# EXERCISE GOAL:
In your output, repeat each entry exactly and include no pictures.

---------- SUPPLIED RECORDS

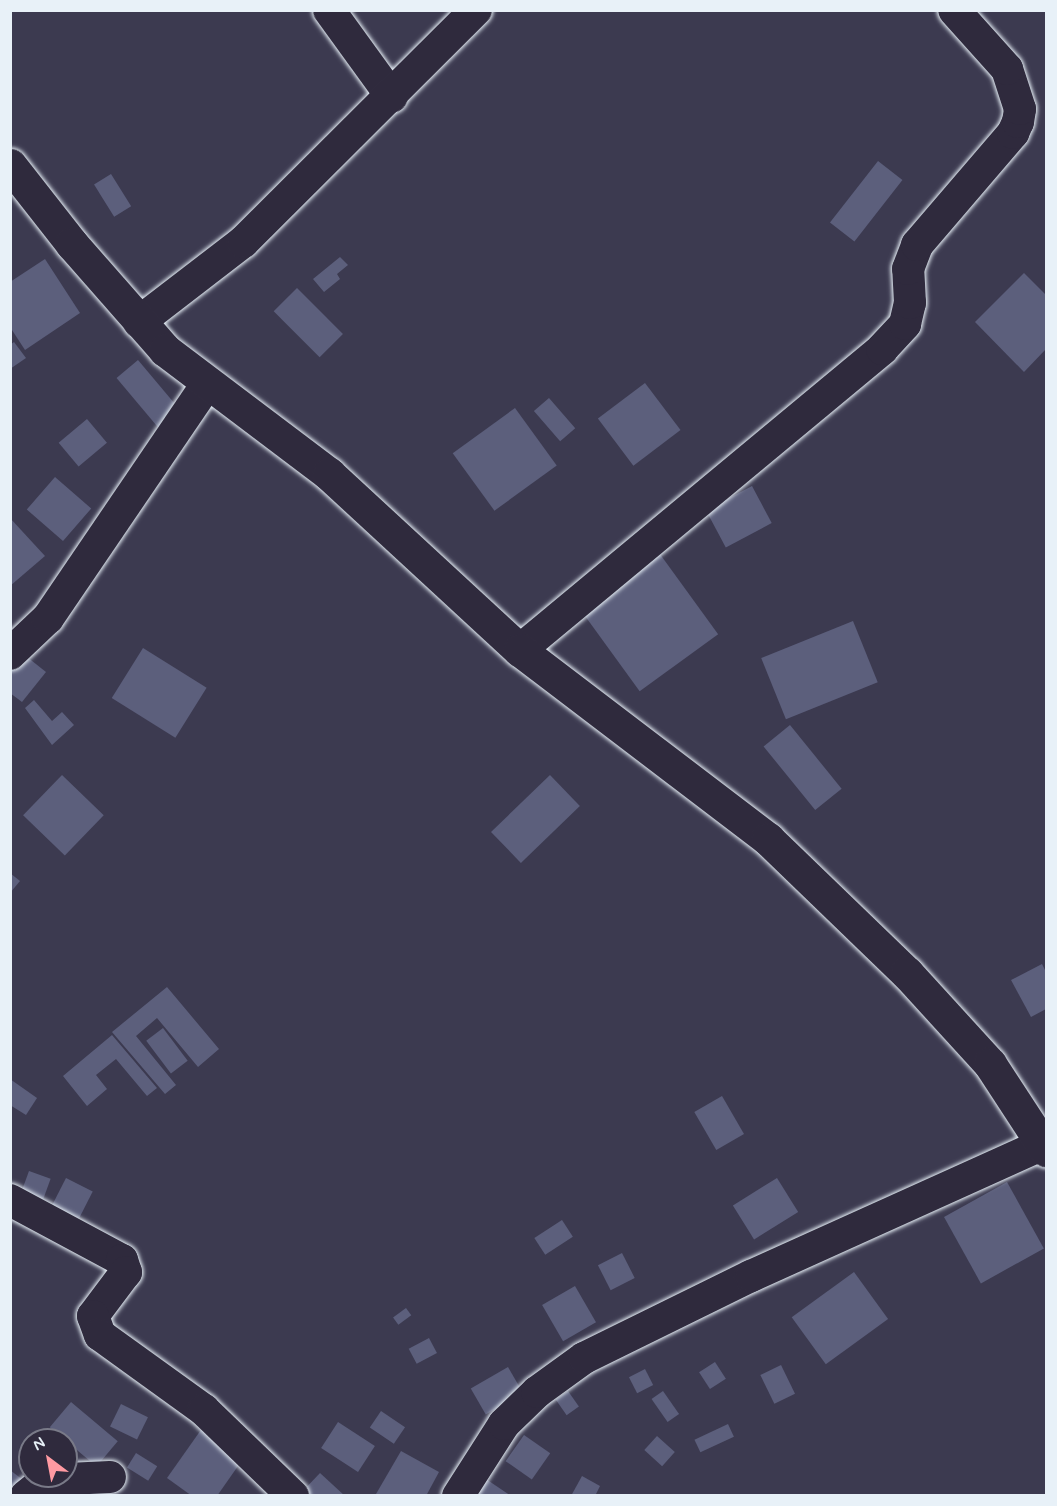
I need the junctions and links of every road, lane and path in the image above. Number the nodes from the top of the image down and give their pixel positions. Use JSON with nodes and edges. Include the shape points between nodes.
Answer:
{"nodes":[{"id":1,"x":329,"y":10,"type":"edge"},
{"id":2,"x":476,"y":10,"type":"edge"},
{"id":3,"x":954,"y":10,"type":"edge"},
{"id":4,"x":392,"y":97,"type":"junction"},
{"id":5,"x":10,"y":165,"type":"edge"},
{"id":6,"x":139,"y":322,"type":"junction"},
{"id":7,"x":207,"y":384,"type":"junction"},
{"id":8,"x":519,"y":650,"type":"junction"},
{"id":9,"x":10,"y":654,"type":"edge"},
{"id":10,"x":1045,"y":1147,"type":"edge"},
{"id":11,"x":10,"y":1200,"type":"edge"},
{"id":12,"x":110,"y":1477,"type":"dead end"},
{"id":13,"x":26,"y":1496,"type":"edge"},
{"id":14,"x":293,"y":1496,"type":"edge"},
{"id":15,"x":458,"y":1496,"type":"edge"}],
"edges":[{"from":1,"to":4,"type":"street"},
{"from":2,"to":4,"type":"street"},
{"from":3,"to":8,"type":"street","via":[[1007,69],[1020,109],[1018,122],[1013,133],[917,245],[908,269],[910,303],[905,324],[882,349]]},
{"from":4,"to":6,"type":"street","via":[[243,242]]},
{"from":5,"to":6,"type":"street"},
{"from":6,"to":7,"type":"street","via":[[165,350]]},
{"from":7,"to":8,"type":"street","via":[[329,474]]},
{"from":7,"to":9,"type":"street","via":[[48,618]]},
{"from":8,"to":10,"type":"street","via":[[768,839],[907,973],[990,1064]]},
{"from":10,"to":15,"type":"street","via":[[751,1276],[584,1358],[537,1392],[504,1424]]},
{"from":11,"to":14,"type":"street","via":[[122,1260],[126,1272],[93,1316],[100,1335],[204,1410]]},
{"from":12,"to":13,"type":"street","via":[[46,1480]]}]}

--------------------

# RESULT OF THIS TASK:
I need the junctions and links of every road, lane and path in the image above. Number the nodes from the top of the image down and give their pixel positions. Use JSON with nodes and edges. Include the shape points between nodes.
Answer:
{"nodes":[{"id":1,"x":329,"y":10,"type":"edge"},
{"id":2,"x":476,"y":10,"type":"edge"},
{"id":3,"x":954,"y":10,"type":"edge"},
{"id":4,"x":392,"y":97,"type":"junction"},
{"id":5,"x":10,"y":165,"type":"edge"},
{"id":6,"x":139,"y":322,"type":"junction"},
{"id":7,"x":207,"y":384,"type":"junction"},
{"id":8,"x":519,"y":650,"type":"junction"},
{"id":9,"x":10,"y":654,"type":"edge"},
{"id":10,"x":1045,"y":1147,"type":"edge"},
{"id":11,"x":10,"y":1200,"type":"edge"},
{"id":12,"x":110,"y":1477,"type":"dead end"},
{"id":13,"x":26,"y":1496,"type":"edge"},
{"id":14,"x":293,"y":1496,"type":"edge"},
{"id":15,"x":458,"y":1496,"type":"edge"}],
"edges":[{"from":1,"to":4,"type":"street"},
{"from":2,"to":4,"type":"street"},
{"from":3,"to":8,"type":"street","via":[[1007,69],[1020,109],[1018,122],[1013,133],[917,245],[908,269],[910,303],[905,324],[882,349]]},
{"from":4,"to":6,"type":"street","via":[[243,242]]},
{"from":5,"to":6,"type":"street"},
{"from":6,"to":7,"type":"street","via":[[165,350]]},
{"from":7,"to":8,"type":"street","via":[[329,474]]},
{"from":7,"to":9,"type":"street","via":[[48,618]]},
{"from":8,"to":10,"type":"street","via":[[768,839],[907,973],[990,1064]]},
{"from":10,"to":15,"type":"street","via":[[751,1276],[584,1358],[537,1392],[504,1424]]},
{"from":11,"to":14,"type":"street","via":[[122,1260],[126,1272],[93,1316],[100,1335],[204,1410]]},
{"from":12,"to":13,"type":"street","via":[[46,1480]]}]}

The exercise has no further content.